Martin Maldonado, their 35-year-old veteran catcher, was in the middle of it all.

Maldonado had a two-run double in Houston’s six-run first on manager Dusty Baker’s 73rd birthday, later homered and was behind the plate for all the strikeouts — 14 in all — as the AL West leaders wrapped up their seventh consecutive series victory against the Texas Rangers with a 9-2 win Wednesday.

“To be part of that, anytime you make history … I’m glad I was catching in that situation,” Maldonado said, adding he didn’t remember ever being part of an immaculate inning, much less two of them.

Added Baker: “We hadn’t had a first inning inning like that in a long time. A couple of records, the same guys we struck them out back-to-back-to-back with nine pitches. … So it was a good day for us.”

Garcia (4-5) fanned nine without a walk over six innings while limiting Texas to two runs and four hits. He had a span of five consecutive strikeouts that began with his immaculate second inning — only nine pitches to strike out Nathaniel Lowe, Ezequiel Duran and Brad Miller.

Those were the first three batters Maton faced after replacing Garcia to start the seventh. And Maton also recorded a nine-pitch, three-strikeout inning.

“We obviously knew they were cruising pretty good,” Miller said. “I wish I would have taken some better swings, and wish they didn’t get it.”

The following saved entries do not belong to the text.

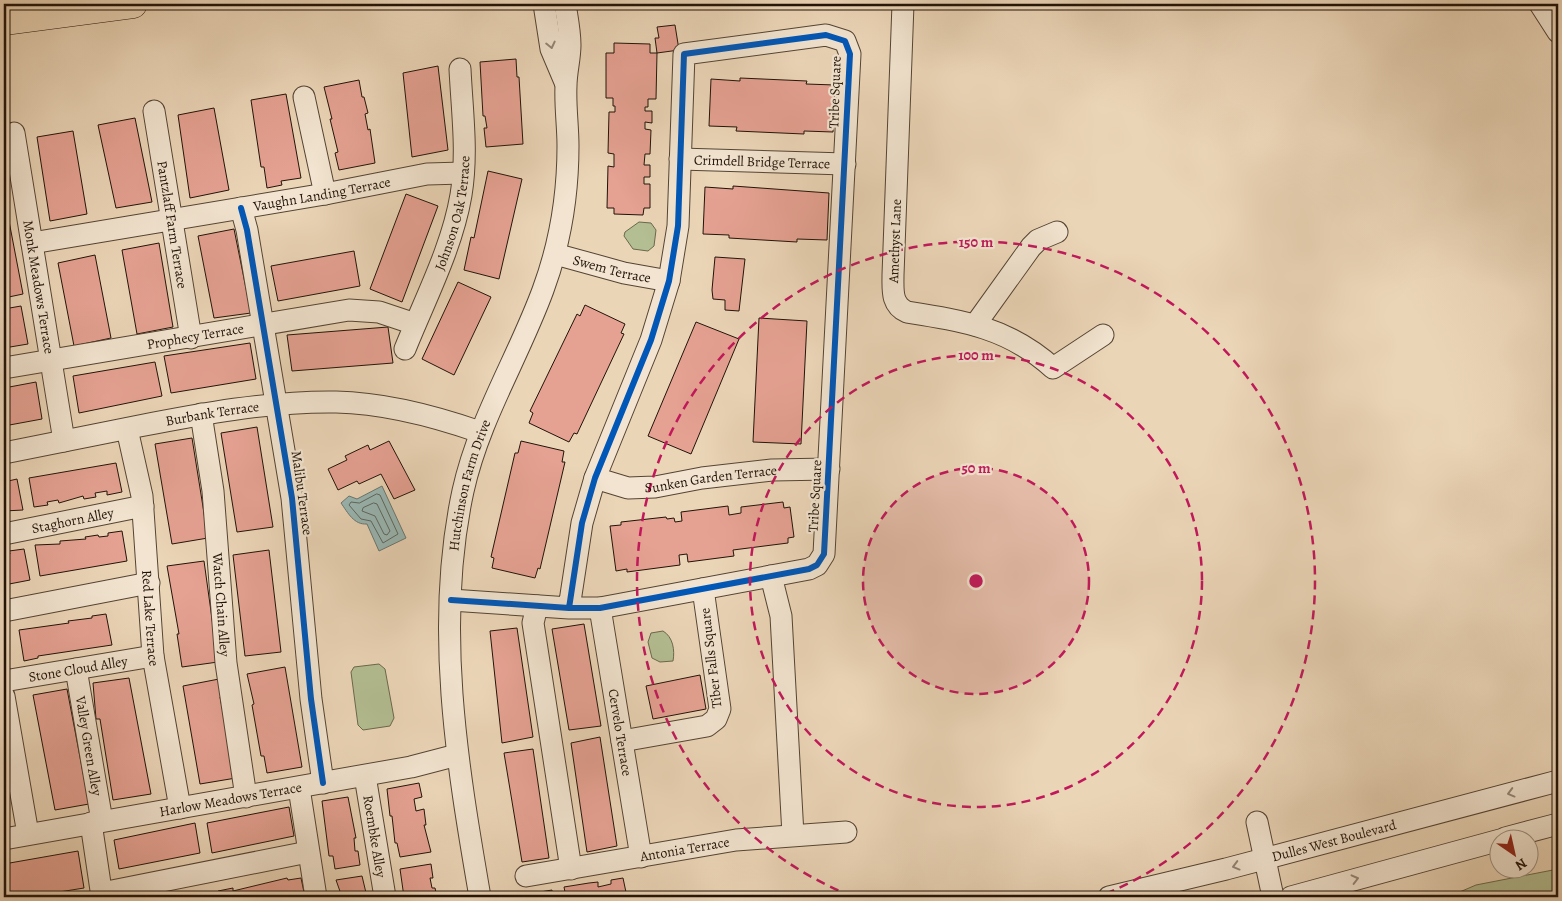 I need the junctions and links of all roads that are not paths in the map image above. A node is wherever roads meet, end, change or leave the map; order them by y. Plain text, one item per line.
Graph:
1 (133, 4) edge
2 (544, 4) edge
3 (565, 4) edge
4 (903, 4) edge
5 (1540, 4) edge
6 (4, 22) edge
7 (1558, 32) edge
8 (460, 69) dead end
9 (566, 85) junction
10 (304, 97) dead end
11 (154, 112) dead end
12 (14, 133) dead end
13 (680, 159) junction
14 (844, 164) junction
15 (463, 173) junction
16 (325, 194) junction
17 (241, 208) junction
18 (172, 220) junction
19 (1057, 232) dead end
20 (32, 243) junction
21 (555, 254) junction
22 (669, 281) junction
23 (415, 324) junction
24 (975, 325) junction
25 (262, 326) junction
26 (1103, 336) dead end
27 (191, 338) junction
28 (405, 349) dead end
29 (51, 360) junction
30 (4, 368) edge
31 (277, 404) junction
32 (201, 414) junction
33 (127, 429) junction
34 (480, 432) junction
35 (64, 441) junction
36 (4, 453) edge
37 (828, 469) junction
38 (595, 478) junction
39 (143, 506) junction
40 (4, 534) edge
41 (771, 576) junction
42 (148, 583) junction
43 (703, 589) junction
44 (451, 600) junction
45 (537, 606) junction
46 (569, 608) junction
47 (600, 608) junction
48 (4, 611) edge
49 (153, 656) junction
50 (76, 669) junction
51 (4, 681) edge
52 (4, 696) edge
53 (622, 741) junction
54 (457, 756) junction
55 (364, 776) junction
56 (1558, 781) edge
57 (324, 783) junction
58 (299, 788) junction
59 (246, 796) junction
60 (180, 808) junction
61 (97, 822) junction
62 (1256, 822) dead end
63 (1558, 824) edge
64 (1540, 829) edge
65 (846, 832) dead end
66 (28, 834) junction
67 (793, 835) junction
68 (4, 839) edge
69 (1490, 843) edge
70 (308, 852) junction
71 (641, 857) junction
72 (1265, 858) junction
73 (571, 869) junction
74 (526, 876) dead end
75 (102, 895) edge
76 (316, 897) edge
77 (385, 897) edge
78 (480, 897) edge
79 (1109, 897) edge
80 (1273, 897) edge
81 (1291, 897) edge

1 - 6 highway
2 -> 9 street, Hutchinson Farm Drive
3 - 9 street, Hutchinson Farm Drive
4 - 24 street, Amethyst Lane
5 - 7 street
8 - 15 street, Johnson Oak Terrace
9 - 21 street, Hutchinson Farm Drive
10 - 16 street
11 - 18 street, Pantzlaff Farm Terrace
12 - 20 street, Monk Meadows Terrace
13 - 14 street, Crimdell Bridge Terrace
13 - 14 street, Tribe Square
13 - 22 street, Tribe Square
14 - 37 street, Tribe Square
15 - 16 street, Vaughn Landing Terrace
15 - 23 street, Johnson Oak Terrace
16 - 17 street, Vaughn Landing Terrace
17 - 18 street, Vaughn Landing Terrace
17 - 25 street, Malibu Terrace
18 - 20 street, Vaughn Landing Terrace
18 - 27 street, Pantzlaff Farm Terrace
19 - 24 street
20 - 29 street, Monk Meadows Terrace
21 - 22 street, Swem Terrace
21 - 34 street, Hutchinson Farm Drive
22 - 38 street, Tribe Square
23 - 25 street, Prophecy Terrace
23 - 28 street, Johnson Oak Terrace
24 - 26 street, Amethyst Lane
25 - 27 street, Prophecy Terrace
25 - 31 street, Malibu Terrace
27 - 29 street, Prophecy Terrace
29 - 30 street, Prophecy Terrace
29 - 35 street, Monk Meadows Terrace
31 - 32 street, Burbank Terrace
31 - 34 street, Burbank Terrace
31 - 57 street, Malibu Terrace
32 - 33 street, Burbank Terrace
32 - 59 street, Watch Chain Alley
33 - 35 street, Burbank Terrace
33 - 39 street, Red Lake Terrace
34 - 44 street, Hutchinson Farm Drive
35 - 36 street, Burbank Terrace
37 - 38 street, Sunken Garden Terrace
37 - 41 street, Tribe Square
38 - 46 street, Tribe Square
39 - 40 street, Staghorn Alley
39 - 42 street, Red Lake Terrace
41 - 43 street, Tribe Square
41 - 67 street
42 - 48 street
42 - 49 street, Red Lake Terrace
43 - 47 street, Tribe Square
43 - 53 street, Tiber Falls Square
44 - 45 street, Tribe Square
44 - 54 street, Hutchinson Farm Drive
45 - 46 street, Tribe Square
45 - 73 street
46 - 47 street, Tribe Square
47 - 53 street, Cervelo Terrace
49 - 50 street, Stone Cloud Alley
49 - 60 street, Red Lake Terrace
50 - 51 street, Stone Cloud Alley
50 - 61 street, Valley Green Alley
52 - 66 street
53 - 71 street, Cervelo Terrace
54 - 55 street, Harlow Meadows Terrace
54 - 78 street, Hutchinson Farm Drive
55 - 57 street, Harlow Meadows Terrace
55 - 77 street, Roembke Alley
56 -> 72 street, Dulles West Boulevard
57 - 58 street, Harlow Meadows Terrace
58 - 59 street, Harlow Meadows Terrace
58 - 70 street
59 - 60 street, Harlow Meadows Terrace
60 - 61 street, Harlow Meadows Terrace
61 - 66 street, Harlow Meadows Terrace
61 - 75 street, Valley Green Alley
62 - 72 street
63 - 64 street
65 - 67 street, Antonia Terrace
66 - 68 street, Harlow Meadows Terrace
67 - 71 street, Antonia Terrace
81 -> 69 street
70 - 75 street
70 - 76 street
71 - 73 street, Antonia Terrace
72 -> 79 street, Dulles West Boulevard
72 - 80 street
73 - 74 street, Antonia Terrace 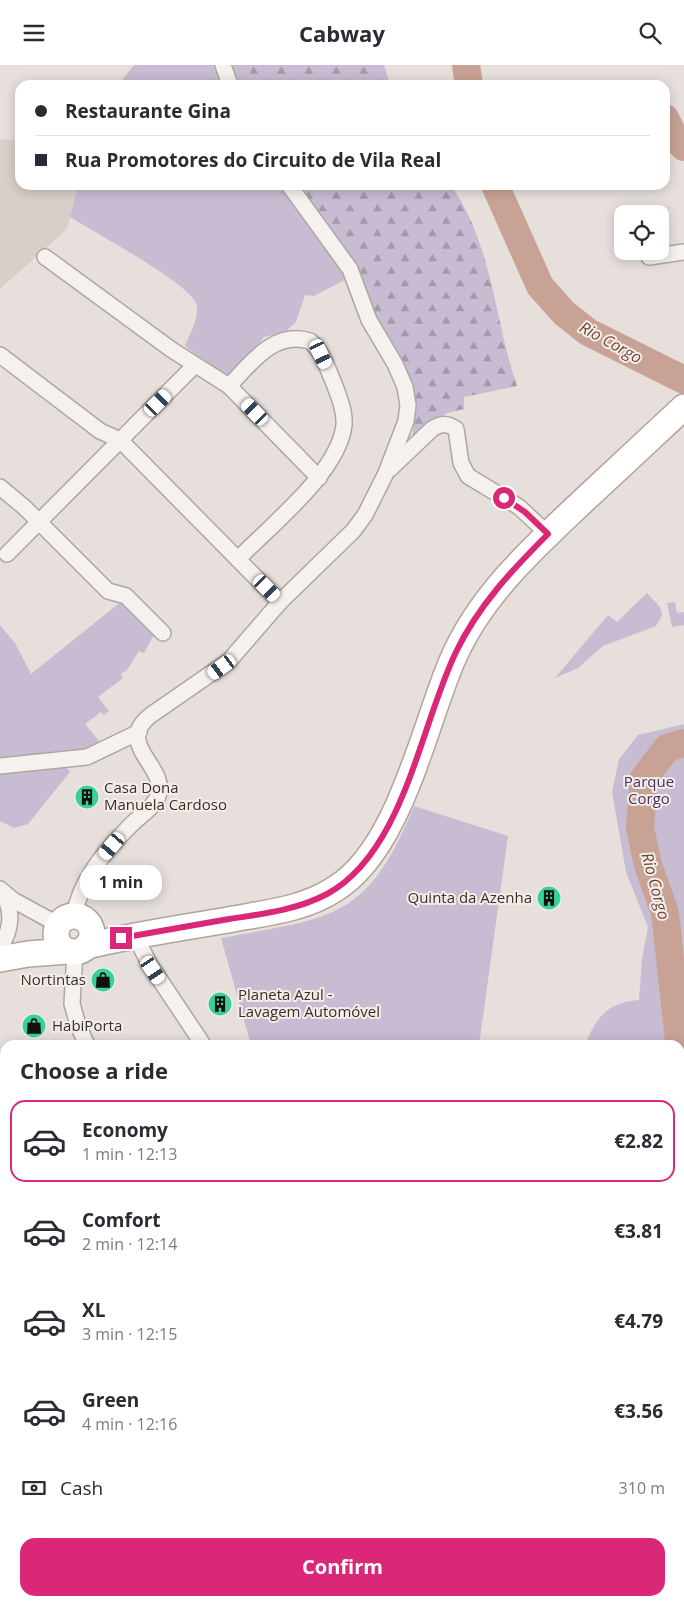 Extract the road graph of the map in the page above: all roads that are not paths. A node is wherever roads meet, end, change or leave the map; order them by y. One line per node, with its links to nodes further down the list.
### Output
1 (223, 65): 2 (street)
2 (228, 80)
3 (293, 190): 12 (street)
4 (684, 253): 5 (street)
5 (669, 255)
6 (45, 257): 8 (street)
7 (0, 355): 11 (street)
8 (195, 365): 9 (street); 11 (street)
9 (230, 386): 13 (street); 13 (street)
10 (684, 407): 16 (main road)
11 (120, 440): 15 (street); 18 (street)
12 (386, 473): 16 (street); 19 (street)
13 (319, 478): 18 (street)
14 (0, 487): 15 (street)
15 (38, 522): 17 (street); 20 (street)
16 (548, 534): 25 (main road)
17 (7, 554)
18 (238, 559): 19 (street)
19 (280, 602): 21 (street)
20 (162, 633)
21 (139, 732): 22 (street); 24 (street)
22 (0, 765)
23 (2, 890): 24 (street); 26 (street)
24 (73, 937): 25 (main road); 27 (main road); 28 (street)
25 (128, 937): 29 (street)
26 (0, 948)
27 (0, 959)
28 (85, 1040)
29 (200, 1040) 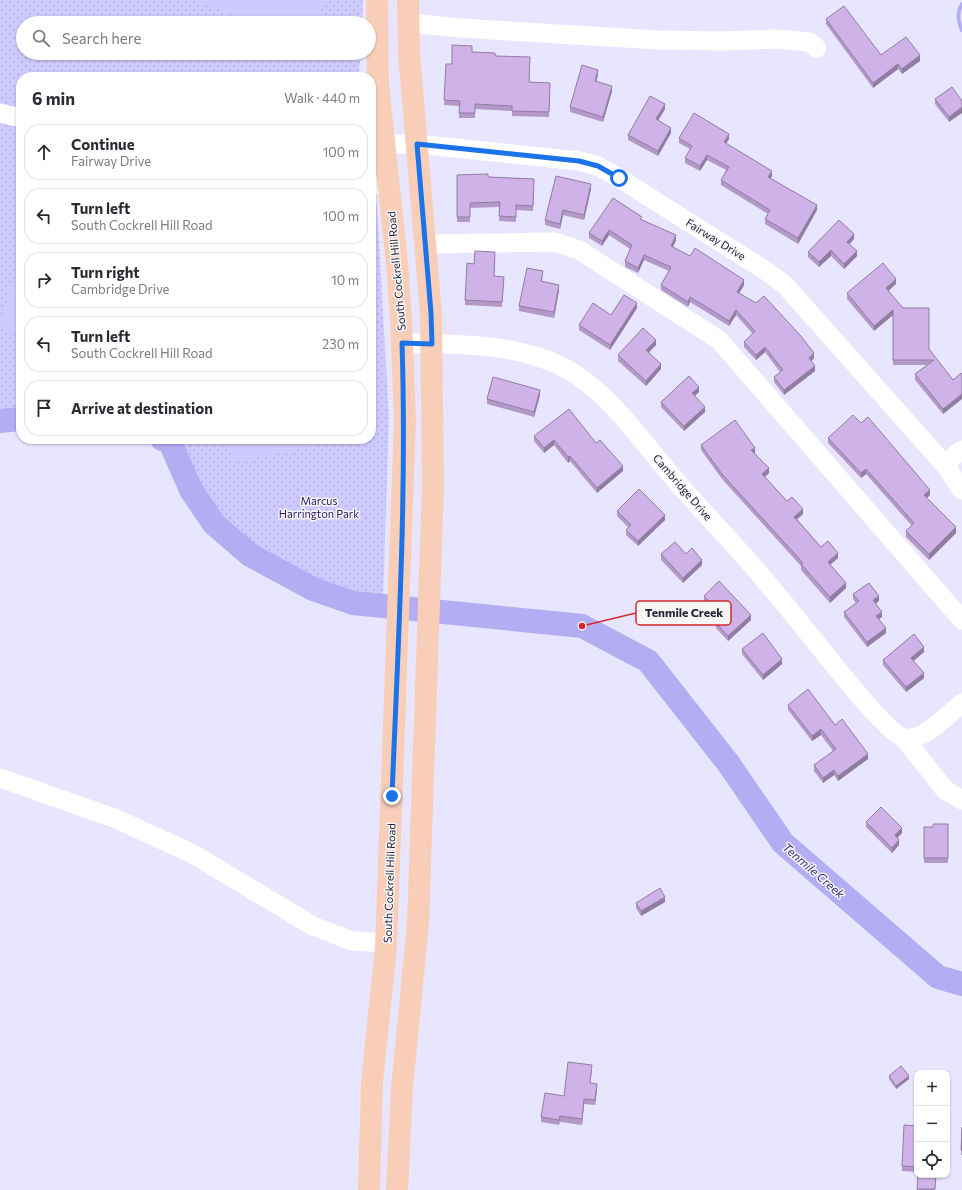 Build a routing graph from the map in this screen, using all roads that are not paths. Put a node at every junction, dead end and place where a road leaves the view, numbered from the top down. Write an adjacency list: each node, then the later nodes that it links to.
1 (377, 0): 7 (main road, South Cockrell Hill Road)
2 (408, 0): 3 (main road)
3 (409, 23): 4 (street); 8 (main road)
4 (817, 48)
5 (0, 114): 6 (street)
6 (16, 117)
7 (384, 144): 8 (street, Fairway Drive); 9 (main road, South Cockrell Hill Road)
8 (417, 144): 10 (main road); 15 (street, Fairway Drive)
9 (380, 185): 10 (main road); 12 (main road, South Cockrell Hill Road)
10 (420, 185): 11 (main road)
11 (425, 244): 13 (main road); 17 (street)
12 (402, 343): 13 (street, Cambridge Drive); 22 (main road, South Cockrell Hill Road)
13 (432, 344): 19 (street, Cambridge Drive); 23 (main road)
14 (962, 450): 15 (street)
15 (944, 464): 16 (street, Fairway Drive)
16 (962, 490)
17 (962, 620)
18 (962, 703): 19 (street)
19 (904, 738): 21 (street, Cambridge Drive)
20 (0, 778): 22 (street)
21 (962, 800)
22 (386, 945): 23 (main road); 24 (main road, South Cockrell Hill Road)
23 (416, 951): 25 (main road)
24 (369, 1190)
25 (397, 1190) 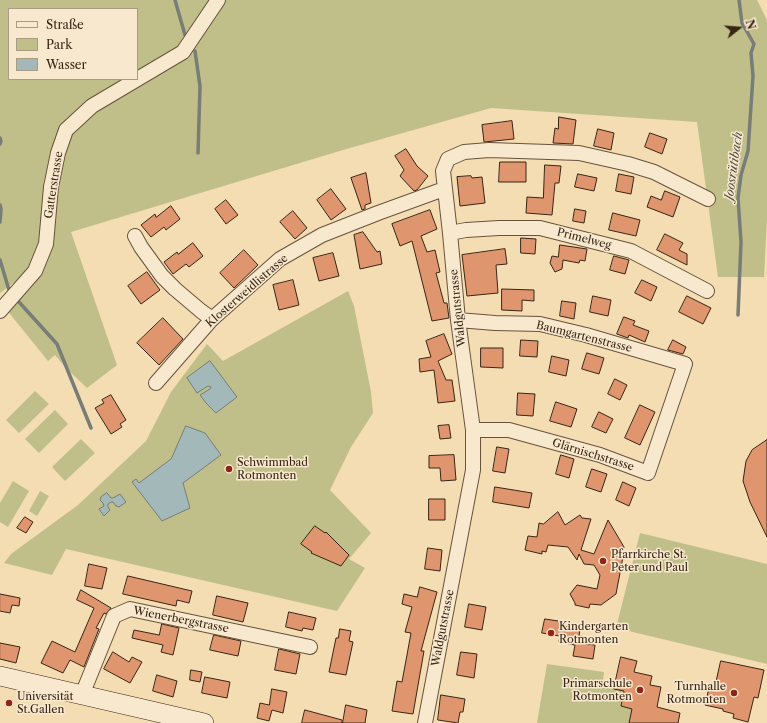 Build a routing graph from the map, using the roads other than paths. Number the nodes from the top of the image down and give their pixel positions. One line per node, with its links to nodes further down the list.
1 (218, 0): 2 (street, Gatterstrasse)
2 (138, 79)
3 (136, 80): 9 (street, Gatterstrasse)
4 (444, 189): 5 (street, Waldgutstrasse); 6 (street, Waldgutstrasse); 10 (street, Klosterweidlistrasse)
5 (708, 199)
6 (450, 233): 8 (street, Primelweg); 11 (street, Waldgutstrasse)
7 (135, 236): 10 (street)
8 (707, 291)
9 (0, 311)
10 (212, 319): 13 (street, Klosterweidlistrasse)
11 (458, 320): 12 (street, Baumgartenstrasse); 14 (street, Waldgutstrasse)
12 (685, 364): 14 (street, Glärnischstrasse)
13 (156, 383)
14 (473, 430): 19 (street, Waldgutstrasse)
15 (310, 646): 17 (street, Wienerbergstrasse)
16 (0, 676): 17 (street)
17 (82, 694): 18 (street)
18 (204, 723)
19 (425, 723) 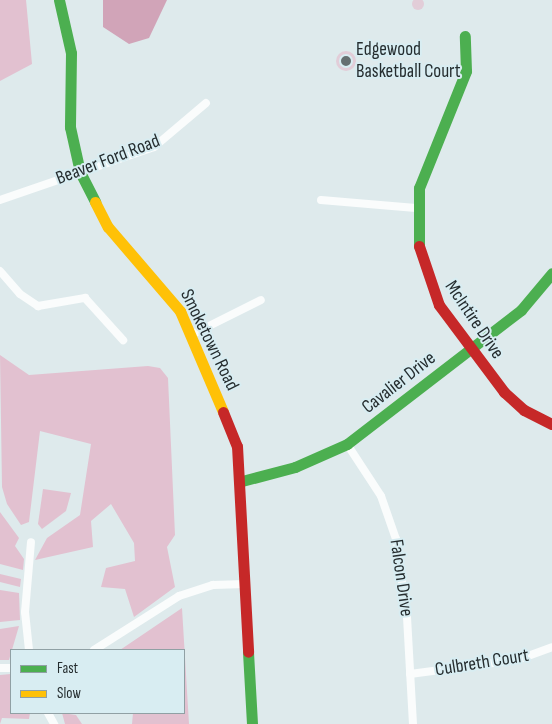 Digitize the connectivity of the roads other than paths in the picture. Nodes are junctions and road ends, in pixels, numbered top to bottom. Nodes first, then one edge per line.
1 (59, 0) edge
2 (465, 36) dead end
3 (206, 103) dead end
4 (80, 172) junction
5 (0, 200) edge
6 (321, 200) dead end
7 (416, 208) junction
8 (0, 271) edge
9 (552, 273) edge
10 (261, 300) dead end
11 (191, 335) junction
12 (124, 340) dead end
13 (471, 350) junction
14 (552, 424) edge
15 (347, 444) junction
16 (242, 481) junction
17 (31, 542) dead end
18 (245, 584) junction
19 (552, 647) edge
20 (30, 649) edge
21 (96, 649) edge
22 (410, 674) junction
23 (252, 724) edge
24 (413, 724) edge

1 - 4 street, Smoketown Road
2 - 7 street, McIntire Drive
3 - 4 street, Beaver Ford Road
4 - 5 street, Beaver Ford Road
4 - 11 street, Smoketown Road
6 - 7 street
7 - 13 street, McIntire Drive
8 - 12 street
9 - 13 street, Cavalier Drive
10 - 11 street
11 - 16 street, Smoketown Road
13 - 14 street, McIntire Drive
13 - 15 street, Cavalier Drive
15 - 16 street, Cavalier Drive
15 - 22 street, Falcon Drive
16 - 18 street, Smoketown Road
17 - 20 street
18 - 21 street
18 - 23 street, Smoketown Road
19 - 22 street, Culbreth Court
22 - 24 street, Falcon Drive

There have now been 106 recorded immaculate innings in major league history, and Wednesday marked the first time there have been two on the same day. And the Astros managed to twirl them both, moving them into a tie for most by one franchise with the New York Yankees and Los Angeles Dodgers (nine each).

The only other immaculate inning in the majors this season was by New York Yankees starter Nestor Cortes on April 17 at Baltimore.

When Maton finished off his nine-strike inning throwing only fastballs, neither Garcia or Maldonado initially realized there had been another immaculate inning. The catcher had tossed the ball to third baseman Alex Bregman when he heard people yelling for the ball.

“I was talking to the guys (in the dugout) and then the guys erupted, and I said what happened,” Garcia said.

Both pitchers had baseballs from their immaculate innings, already with authentication stickers, in their lockers after the game.

Information from ESPN Stats & The Associated Press was used in this report.